Wine-loving visitors to London who have half a day to spare could do far worse than visit Vinopolis on the south bank of the Thames between London and Southwark Bridges.
The easiest and arguably most scenic way to get there is to approach it from the City of London (St Paul's or Mansion House tube station for example) and walk across Southwark Bridge with Vintners Hall and the headquarters of the Vintgners Company, Masters of Wine, Wine and Spirit Education Trust, Wine and Spirit Benevolent Society and Wine Standards Board all at 1 Queen Street Place on your right, on the corner of Upper Thames Street and Southwark Bridge.
Once on the south bank, take the steps down by the Financial Times building on the left and walk along the river, past the pub until Vinopolis hoves into view on the right, under the southern reaches of the Cannon Street railway bridge. (The alternative is to go via London Bridge station, Borough High Street exit and make your way via Borough market, a good fresh food market at the weekend. You may have to ask the way.)
Vinopolis was launched with much hue and cry in July 1999 as a three-million-pound tourist attraction for wine lovers. So, now that 'Vinopolis, City of Wine' is up and running, as opposed to existing in the dubious form of a sheaf of ecstatic press releases and a hopeful gleam in the eye of the investors, is the reality worth visiting and how is it doing?

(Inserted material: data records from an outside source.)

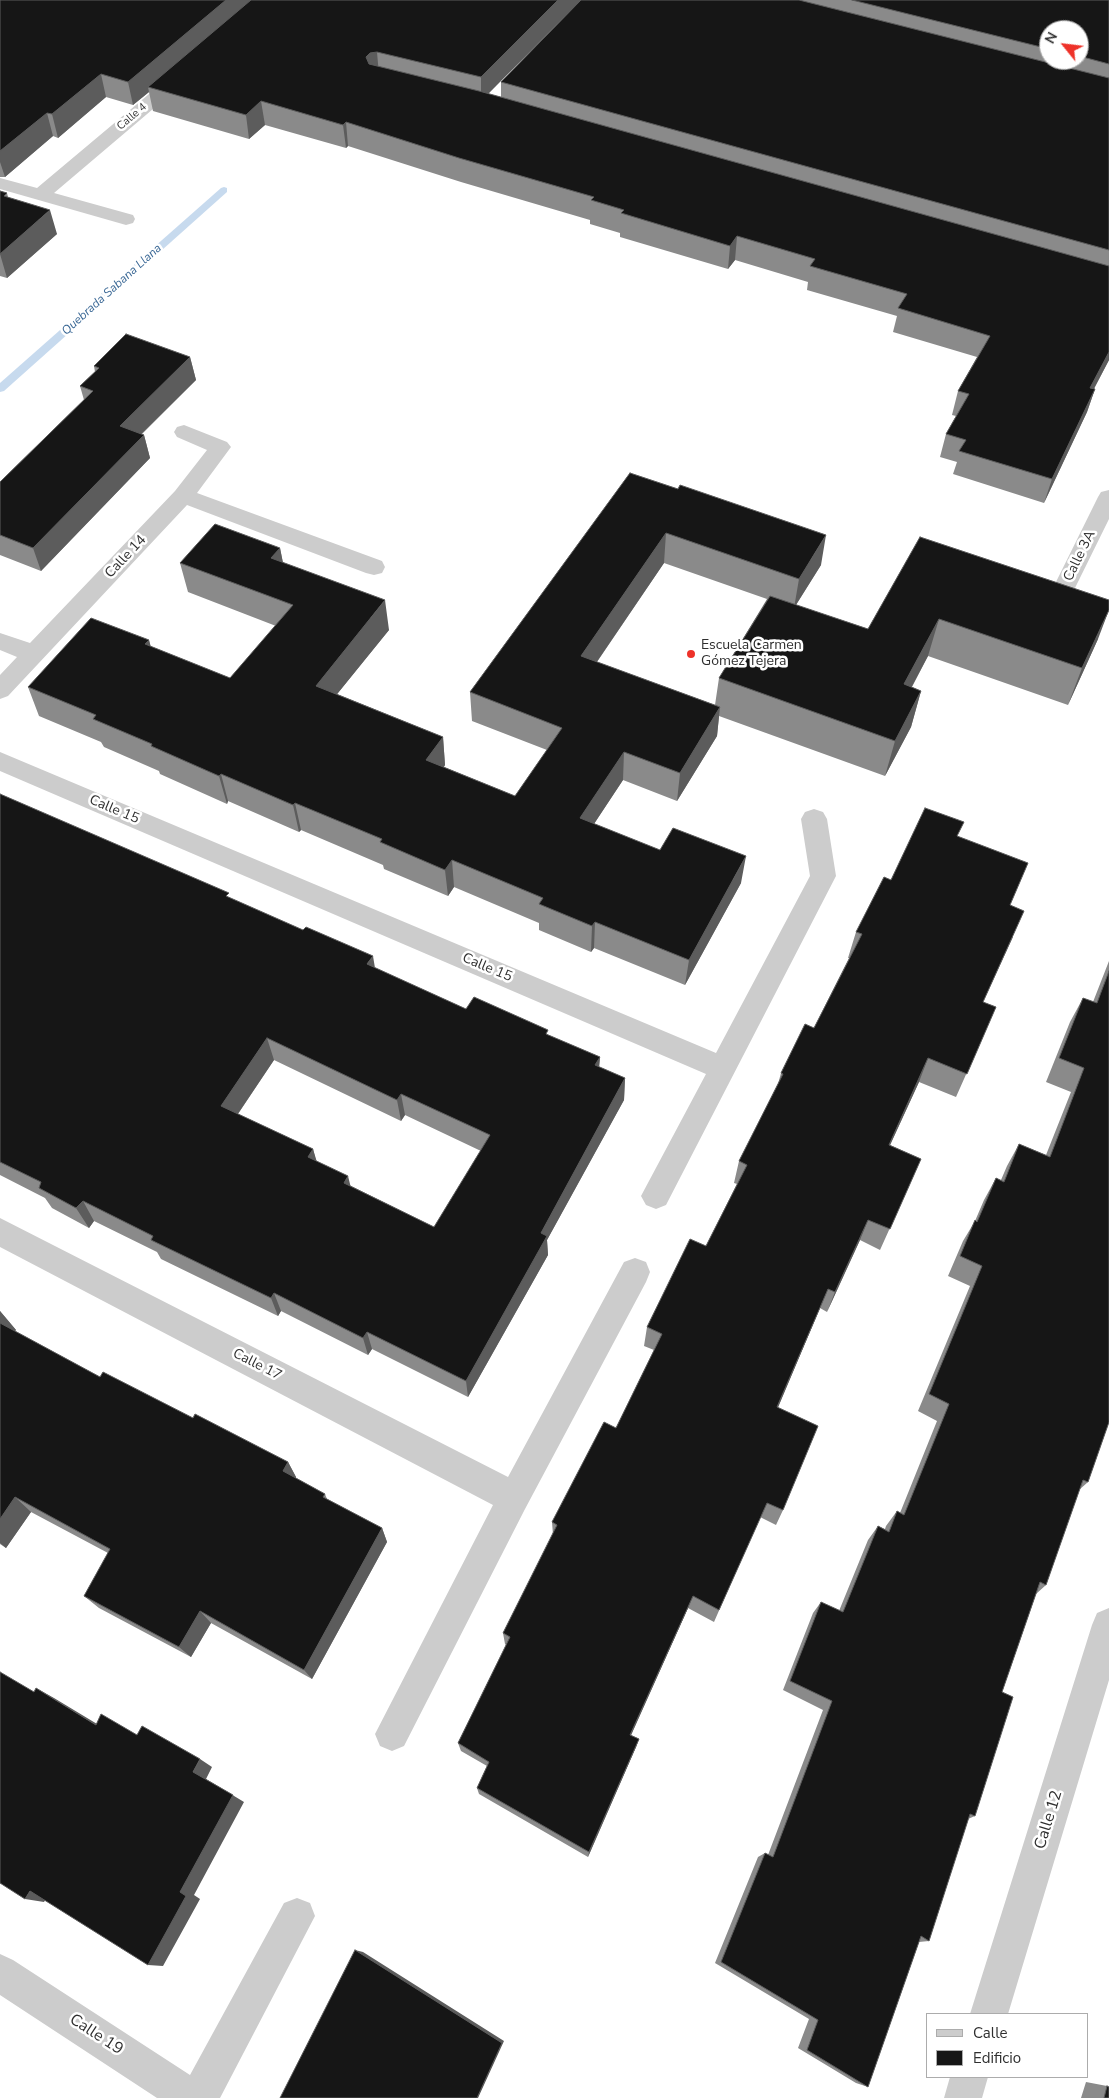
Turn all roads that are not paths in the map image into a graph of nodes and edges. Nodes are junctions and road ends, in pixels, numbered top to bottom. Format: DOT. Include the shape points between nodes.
graph roads {
  1 [pos="196,63"];
  2 [pos="0,183"];
  3 [pos="40,195"];
  4 [pos="126,219"];
  5 [pos="184,432"];
  6 [pos="183,496"];
  7 [pos="1109,497"];
  8 [pos="374,567"];
  9 [pos="1064,588"];
  10 [pos="0,641"];
  11 [pos="34,654"];
  12 [pos="0,690"];
  13 [pos="0,761"];
  14 [pos="814,819"];
  15 [pos="722,1068"];
  16 [pos="656,1196"];
  17 [pos="0,1232"];
  18 [pos="635,1272"];
  19 [pos="514,1498"];
  20 [pos="1109,1625"];
  21 [pos="392,1734"];
  22 [pos="297,1916"];
  23 [pos="0,1972"];
  24 [pos="988,2013"];
  25 [pos="969,2078"];
  26 [pos="191,2098"];
  27 [pos="199,2098"];
  28 [pos="963,2098"];
  1 -- 3 [label="street, Calle 4"];
  2 -- 3 [label="street"];
  3 -- 4 [label="street"];
  5 -- 6 [label="street, Calle 14" via="220,447"];
  6 -- 8 [label="street"];
  6 -- 11 [label="street, Calle 14"];
  7 -- 9 [label="street, Calle 3A"];
  10 -- 11 [label="street"];
  11 -- 12 [label="street, Calle 14"];
  13 -- 15 [label="street, Calle 15"];
  14 -- 15 [label="street" via="823,876"];
  15 -- 16 [label="street"];
  17 -- 19 [label="street, Calle 17"];
  18 -- 19 [label="street"];
  19 -- 21 [label="street"];
  20 -- 24 [label="street, Calle 12"];
  22 -- 27 [label="street"];
  23 -- 26 [label="street, Calle 19"];
  25 -- 28 [label="street"];
}
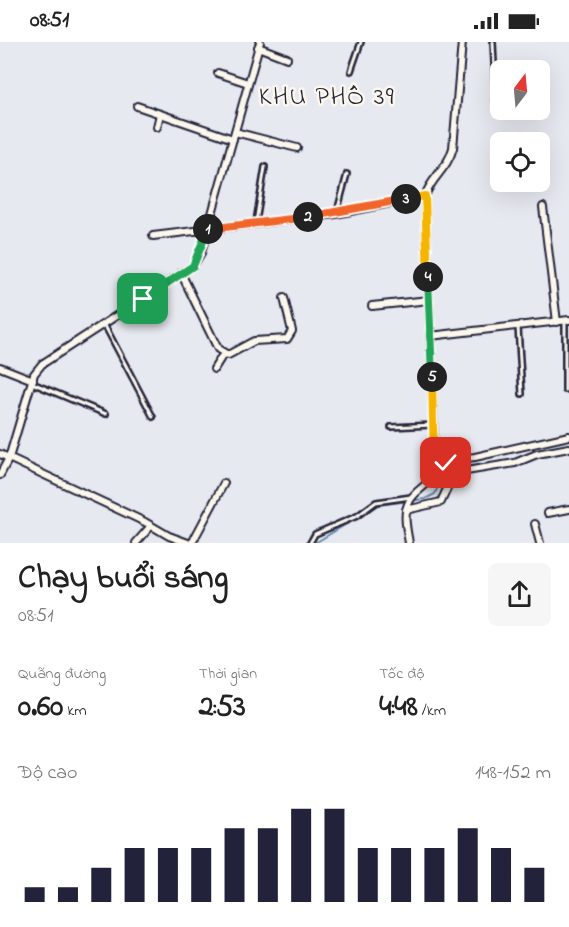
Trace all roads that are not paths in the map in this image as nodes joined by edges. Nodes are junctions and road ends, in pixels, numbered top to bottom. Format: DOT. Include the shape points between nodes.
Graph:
graph roads {
  1 [pos="361,42"];
  2 [pos="462,42"];
  3 [pos="494,42"];
  4 [pos="259,45"];
  5 [pos="287,58"];
  6 [pos="495,60"];
  7 [pos="351,71"];
  8 [pos="218,73"];
  9 [pos="248,82"];
  10 [pos="137,106"];
  11 [pos="160,114"];
  12 [pos="157,127"];
  13 [pos="235,132"];
  14 [pos="233,139"];
  15 [pos="297,148"];
  16 [pos="265,167"];
  17 [pos="347,174"];
  18 [pos="425,196"];
  19 [pos="543,207"];
  20 [pos="336,214"];
  21 [pos="255,224"];
  22 [pos="208,230"];
  23 [pos="153,236"];
  24 [pos="181,273"];
  25 [pos="284,298"];
  26 [pos="429,300"];
  27 [pos="372,306"];
  28 [pos="567,320"];
  29 [pos="557,322"];
  30 [pos="104,324"];
  31 [pos="518,327"];
  32 [pos="430,336"];
  33 [pos="224,353"];
  34 [pos="0,367"];
  35 [pos="214,369"];
  36 [pos="32,382"];
  37 [pos="565,390"];
  38 [pos="522,394"];
  39 [pos="106,414"];
  40 [pos="153,417"];
  41 [pos="433,425"];
  42 [pos="391,427"];
  43 [pos="569,436"];
  44 [pos="569,447"];
  45 [pos="0,454"];
  46 [pos="9,458"];
  47 [pos="434,462"];
  48 [pos="0,475"];
  49 [pos="224,483"];
  50 [pos="412,497"];
  51 [pos="569,509"];
  52 [pos="406,510"];
  53 [pos="548,513"];
  54 [pos="535,525"];
  55 [pos="150,527"];
  56 [pos="136,543"];
  57 [pos="188,543"];
  58 [pos="310,543"];
  59 [pos="409,543"];
  60 [pos="540,543"];
  1 -- 7 [label="lane"];
  2 -- 18 [label="street" via="453,148 449,163 429,185"];
  3 -- 6 [label="lane"];
  4 -- 5 [label="street"];
  4 -- 9 [label="street"];
  8 -- 9 [label="street"];
  9 -- 13 [label="street"];
  10 -- 11 [label="street"];
  11 -- 12 [label="street"];
  11 -- 14 [label="street"];
  13 -- 14 [label="street"];
  13 -- 15 [label="street"];
  14 -- 22 [label="street"];
  16 -- 21 [label="lane"];
  17 -- 20 [label="lane"];
  18 -- 20 [label="street"];
  18 -- 26 [label="street"];
  19 -- 29 [label="street"];
  20 -- 21 [label="street"];
  21 -- 22 [label="street"];
  22 -- 23 [label="street"];
  22 -- 24 [label="street" via="193,266"];
  24 -- 30 [label="street"];
  24 -- 33 [label="street"];
  25 -- 33 [label="street" via="292,331 287,339 254,341 228,355"];
  26 -- 27 [label="street"];
  26 -- 32 [label="street"];
  28 -- 29 [label="street"];
  28 -- 37 [label="lane"];
  29 -- 31 [label="street"];
  30 -- 36 [label="street" via="42,364"];
  30 -- 40 [label="lane"];
  31 -- 32 [label="street"];
  31 -- 38 [label="lane"];
  32 -- 41 [label="street"];
  33 -- 35 [label="street"];
  34 -- 36 [label="street"];
  36 -- 39 [label="lane"];
  36 -- 46 [label="street"];
  41 -- 42 [label="lane"];
  41 -- 47 [label="street"];
  43 -- 47 [label="street"];
  44 -- 52 [label="street" via="515,463 454,473 441,501"];
  45 -- 46 [label="street"];
  46 -- 48 [label="street"];
  46 -- 55 [label="street"];
  47 -- 50 [label="street" via="434,472 426,486"];
  49 -- 57 [label="street"];
  50 -- 52 [label="street"];
  50 -- 58 [label="lane" via="376,502 357,516 315,534"];
  51 -- 53 [label="street"];
  52 -- 59 [label="street"];
  54 -- 60 [label="street"];
  55 -- 56 [label="street"];
  55 -- 57 [label="street"];
}
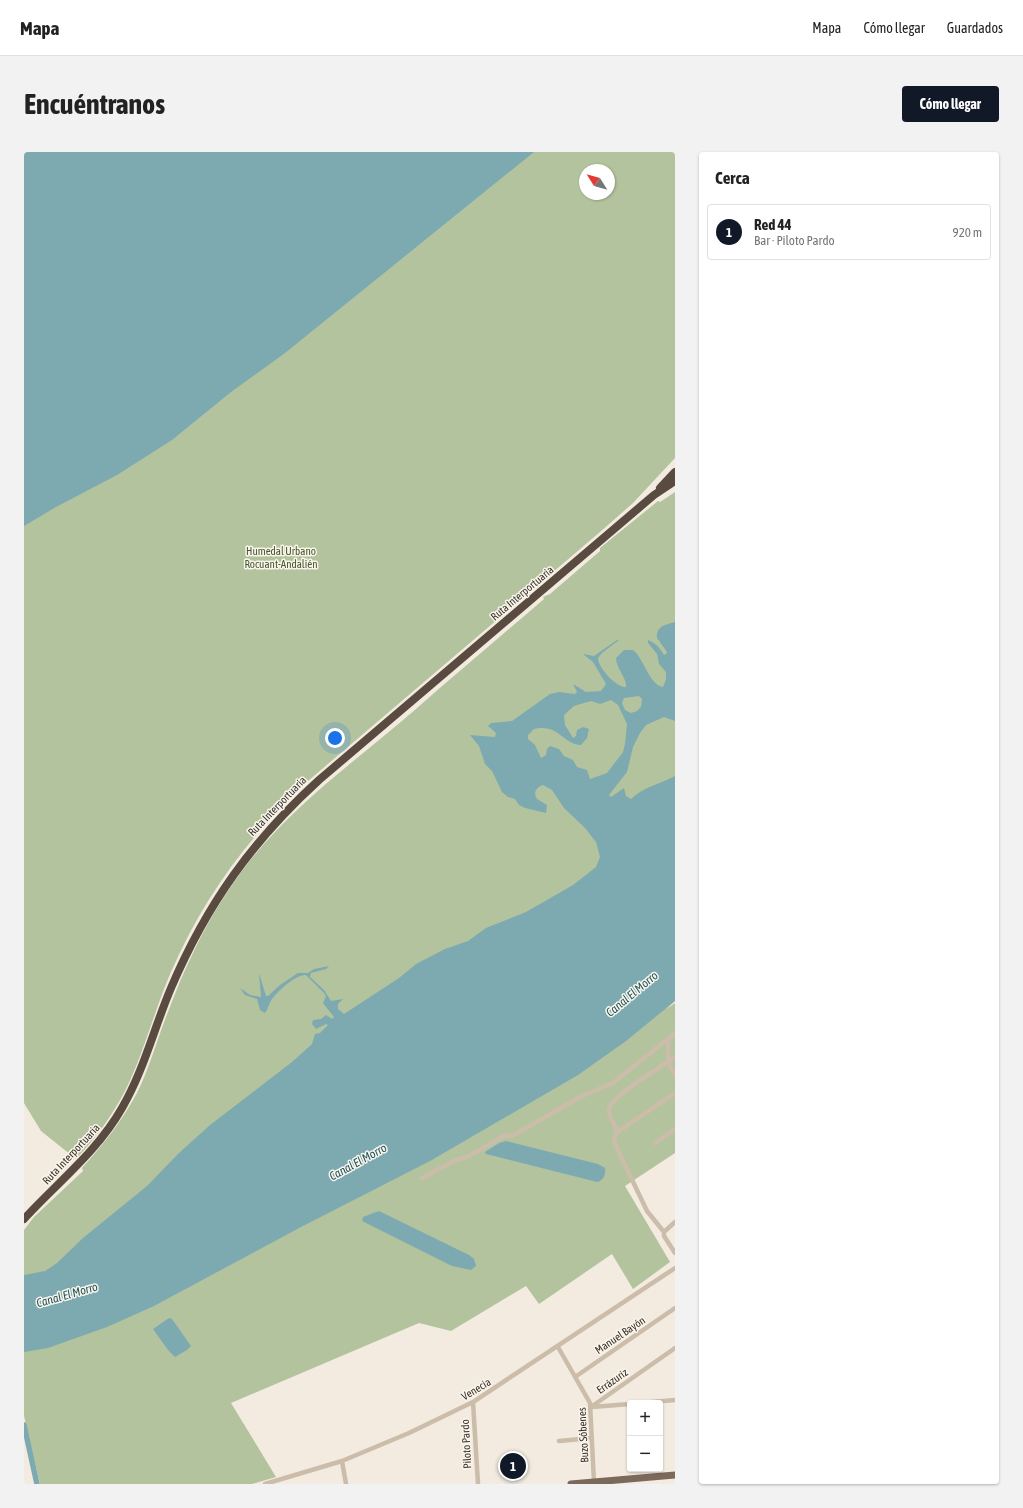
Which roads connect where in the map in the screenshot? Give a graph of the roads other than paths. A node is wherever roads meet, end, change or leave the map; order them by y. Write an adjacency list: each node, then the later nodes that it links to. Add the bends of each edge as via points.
1 (675, 472): 3 (highway, Ruta Interportuaria)
2 (675, 481): 3 (highway, Ruta Interportuaria)
3 (654, 495): 14 (highway, Ruta Interportuaria, via 319,780 267,830 230,878 194,939 171,989 136,1083 116,1119 86,1157)
4 (675, 1033): 5 (street)
5 (668, 1040): 7 (street); 13 (street, via 608,1086 580,1098 514,1135 504,1136)
6 (675, 1057): 7 (street)
7 (668, 1062): 8 (street); 11 (street, via 621,1093 610,1104 609,1114)
8 (675, 1075)
9 (675, 1093): 11 (street)
10 (675, 1129): 12 (street)
11 (616, 1133): 16 (street, via 614,1142 645,1206 652,1220)
12 (655, 1143)
13 (422, 1178)
14 (24, 1219)
15 (675, 1222): 16 (street)
16 (664, 1232): 17 (street)
17 (675, 1253)
18 (675, 1268): 20 (street, Venecia)
19 (675, 1308): 22 (street, Manuel Bayón)
20 (558, 1347): 22 (street, Buzo Sóbenes); 25 (street, Venecia)
21 (675, 1348): 27 (street, Errázuriz)
22 (575, 1376): 27 (street, Buzo Sóbenes)
23 (675, 1400): 24 (street)
24 (663, 1401)
25 (473, 1402): 30 (street, Venecia); 35 (street, Piloto Pardo)
26 (627, 1404): 27 (street, Errázuriz)
27 (591, 1407): 28 (street, Buzo Sóbenes)
28 (592, 1438): 29 (street); 32 (street, Buzo Sóbenes)
29 (559, 1441)
30 (342, 1461): 33 (street, Venecia); 34 (street)
31 (675, 1475): 32 (main road)
32 (594, 1482): 36 (main road)
33 (265, 1484)
34 (346, 1484)
35 (478, 1484)
36 (571, 1484)

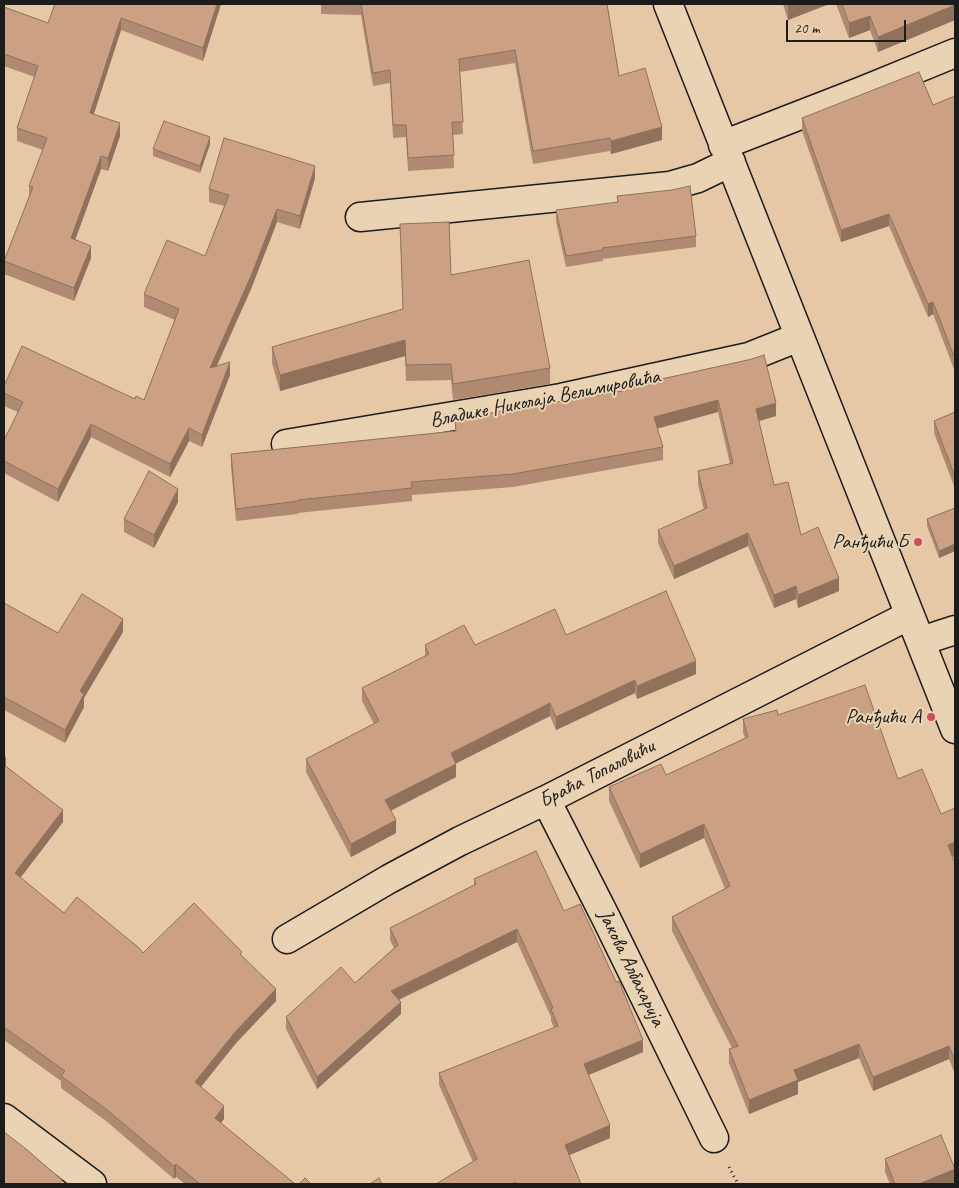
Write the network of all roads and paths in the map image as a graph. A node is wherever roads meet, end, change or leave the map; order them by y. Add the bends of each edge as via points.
1 (668, 4) edge
2 (955, 53) edge
3 (727, 154) junction
4 (360, 218) dead end
5 (800, 337) junction
6 (286, 444) dead end
7 (910, 615) junction
8 (955, 630) edge
9 (921, 641) junction
10 (955, 728) edge
11 (546, 800) junction
12 (287, 939) dead end
13 (4, 1118) edge
14 (714, 1138) dead end
15 (92, 1184) edge

1 - 3 street
2 - 3 street via 862,91
3 - 4 street via 698,178 670,186
3 - 5 street
5 - 6 street, Владике Николаја Велимировића via 749,357 561,398
5 - 7 street
7 - 9 street
7 - 11 street, Браћа Топаловићи
8 - 9 street
9 - 10 street
11 - 12 street, Браћа Топаловићи via 389,879
11 - 14 street, Јакова Албахарија
13 - 15 street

The first thing to be said is that the site itself is fantastic - fantastically awkward for the architects no doubt, as it is an oddly shaped warren of soaring brick arches wedged under a major railway line just south of the river Thames in an area which does not have its own tube stop. But the majesty of these towering Victorian vaults is inescapable, and the designers have been clever enough to make the most of them, leaving the warm brickwork fully exposed and well-lit. (Note that word warm. Most British railway arches are so damp that they've traditionally been used for wine storage, to keep all those corks nice and moist, so someone must have performed some dehumidifying miracles.)
The second thing that really surprised me is the quality of the design and materials. (The initial storyboards I was shown were the work of one of those naff artists who seem to have cornered the market in drawings for new airport lounges and midmarket housing developments: lots of 1960s women pointing their toes, that sort of thing. But the real thing is 21st century.)
Most London tourist attractions are aimed at, if not necessarily the lowest common denominator, then certainly those who will not notice whether the lavatories are lined with brushed stainless steel or scuffed hardboard. Much to my surprise and delight, the original Vinopolis gave every impression of aiming at some major design award.
That said, Vinopolis' original design turned out to be almost too tasteful for the masses - too much space. So the original tour has been redesigned with more clutter, and possibly more interest, but I imagine the original designer is pretty sniffy about it.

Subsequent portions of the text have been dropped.